Hyperchain blockchain platform to support multi-level cryptography encryption to ensure data security, the use of the following cryptographic algorithms to ensure data security issues:
- Elliptic curve digital signature:secp256k1,secp256r1
- Symmetric encryption algorithm:3DES,AES
- Key exchange:ECDH
2. Elliptic curve digital signature¶
Elliptic Curve Digital Signature Algorithm (ECDSA) is a simulation of Digital Signature Algorithm (DSA) using [Elliptic Curve Cryptography (ECC). ECDSA became ANSI standard in 1999 and became the IEEE and NIST standards in 2000. It was accepted by the ISO in 1998 and some of the other standards that include it are also under ISO’s consideration. Unlike the discrete logarithm problem (DLP) and the integer factorization problem (IFP), the elliptic curve discrete logarithm problem (ECDLP) has no solution to the subexponential time. Therefore, the unit bit strength of elliptic curve cryptography is higher than that of other public key systems. Elliptic curve graphics as shown below:
The Hyperchain blockchain uses the secp256k1 curve to sign and verify the platform transaction to ensure the correctness and completeness of the transaction. At the same time, the platform supports the use of secp256r1 curve to sign messages between nodes to verify the integrity and correctness of message communication between nodes. Node message signature is pluggable, you can open it through the configuration file.the configuration file in the namespace.toml:
[encryption.check] sign = true #enable Signature
That is, when
sign = true, you need to verify the signature of
messages between nodes, otherwise you do not need to verify.

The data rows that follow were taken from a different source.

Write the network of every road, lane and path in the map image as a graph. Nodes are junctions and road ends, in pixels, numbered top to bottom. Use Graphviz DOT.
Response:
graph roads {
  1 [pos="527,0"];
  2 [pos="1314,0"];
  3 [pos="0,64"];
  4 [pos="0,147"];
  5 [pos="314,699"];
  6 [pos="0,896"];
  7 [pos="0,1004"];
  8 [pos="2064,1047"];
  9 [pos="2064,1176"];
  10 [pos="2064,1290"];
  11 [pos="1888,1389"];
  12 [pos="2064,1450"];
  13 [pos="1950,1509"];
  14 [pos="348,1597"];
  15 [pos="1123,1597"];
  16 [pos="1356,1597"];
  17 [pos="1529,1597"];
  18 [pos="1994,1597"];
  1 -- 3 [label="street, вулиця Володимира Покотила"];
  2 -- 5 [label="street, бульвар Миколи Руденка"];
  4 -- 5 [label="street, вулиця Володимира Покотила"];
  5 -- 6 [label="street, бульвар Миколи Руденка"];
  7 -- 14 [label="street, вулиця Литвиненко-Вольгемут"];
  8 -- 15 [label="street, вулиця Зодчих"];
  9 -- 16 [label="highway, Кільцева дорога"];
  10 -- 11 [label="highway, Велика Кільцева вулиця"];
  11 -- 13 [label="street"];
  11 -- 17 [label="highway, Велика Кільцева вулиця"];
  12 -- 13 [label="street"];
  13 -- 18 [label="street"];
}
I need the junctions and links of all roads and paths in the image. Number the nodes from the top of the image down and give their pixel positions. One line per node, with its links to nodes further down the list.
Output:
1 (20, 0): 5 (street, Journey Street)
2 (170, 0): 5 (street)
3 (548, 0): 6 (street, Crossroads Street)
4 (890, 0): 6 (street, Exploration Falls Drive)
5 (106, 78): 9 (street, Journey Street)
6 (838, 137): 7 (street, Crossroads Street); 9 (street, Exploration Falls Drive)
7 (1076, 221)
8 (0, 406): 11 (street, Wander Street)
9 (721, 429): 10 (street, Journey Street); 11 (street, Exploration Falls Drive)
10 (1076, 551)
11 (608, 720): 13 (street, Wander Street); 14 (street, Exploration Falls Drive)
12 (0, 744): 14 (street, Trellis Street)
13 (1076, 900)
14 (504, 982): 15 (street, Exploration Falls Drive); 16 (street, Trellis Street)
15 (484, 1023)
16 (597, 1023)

3.Symmetric encryption algorithm¶
The Hyperchain blockchain platform supports both AES and 3DES symmetric encryption algorithms to ensure ciphertext transfer between nodes.
3DES, also known as Triple DES, is a mode of the DES encryption algorithm that uses three 56-bit keys to encrypt 3DES data three times. The Data Encryption Standard (DES) is a well-established encryption standard in the United States that uses symmetric key cryptography. DES uses a 56-bit key and cryptographic block method, whereas in the cryptographic block method, the text is divided into 64 Bit-sized text blocks are then encrypted. 3DES is safer than the original DES. Encryption algorithm, which is specifically implemented as follows: Let Ek () and Dk () represent the encryption and decryption process of the DES algorithm, K represents the key used by the DES algorithm, M represents the plaintext, and C represents the ciphertext:
3DES Encryption Process：C=Ek3(Dk2(Ek1(M))) 3DES Decryption Process：M=Dk1(EK2(Dk3(C)))
AES, also known as Advanced Encryption Standard, is a block encryption standard used by the U.S. federal government. The AES algorithm is based on permutation and permutation operations, and AES uses several different methods to perform permutation and permutation operations. AES is an iterative, symmetric-key-group password that uses 128, 192, and 256-bit keys and encrypts and decrypts data with 128-bit (16-byte) packets. Unlike public key password use key pairs, symmetric key passwords use the same key to encrypt and decrypt data. The encrypted data returned by the block password has the same number of bits as the input data. Iterative encryption uses a loop structure in which the input data is repeatedly replaced and replaced.
In addition,Hyperchain blockchain platform supports symmetric encryption algorithm configuration option to encrypt node messages, configured under namespace.toml:
[encryption.security] algo = "3des" # Selective symmetric encryption algorithm (pure,3des or aes)
Support pure, 3des and aes three parameters:
- pure:do not perform any encryption, in plain text
- 3des:3des encryption and decryption
- aes:aes encryption and decryption
4.Key exchange algorithm¶
ECDH is a combination of ECC and DH algorithms for key negotiation. The
exchange parties can negotiate a key without sharing any secrets. ECC is
a cryptosystem based on the discrete logarithm problem of elliptic
curve. Given a point P and an integer k on the elliptic curve, it is
easy to solve
Q = kP. Given a point P, Q, we know that
Q = kP , Find the
integer k is indeed a problem. ECDH is built on this math puzzle.
In addition, Hyperchain exchanges keys when the node handshake for the first time and generates shared keys for each other. This key is the symmetric encryption key between the nodes.
Hash algorithm, Hyperchain platform using Keccak256 algorithm for Hash calculation, the results of the settlement for the signature of the summary, but also can be used for address calculation.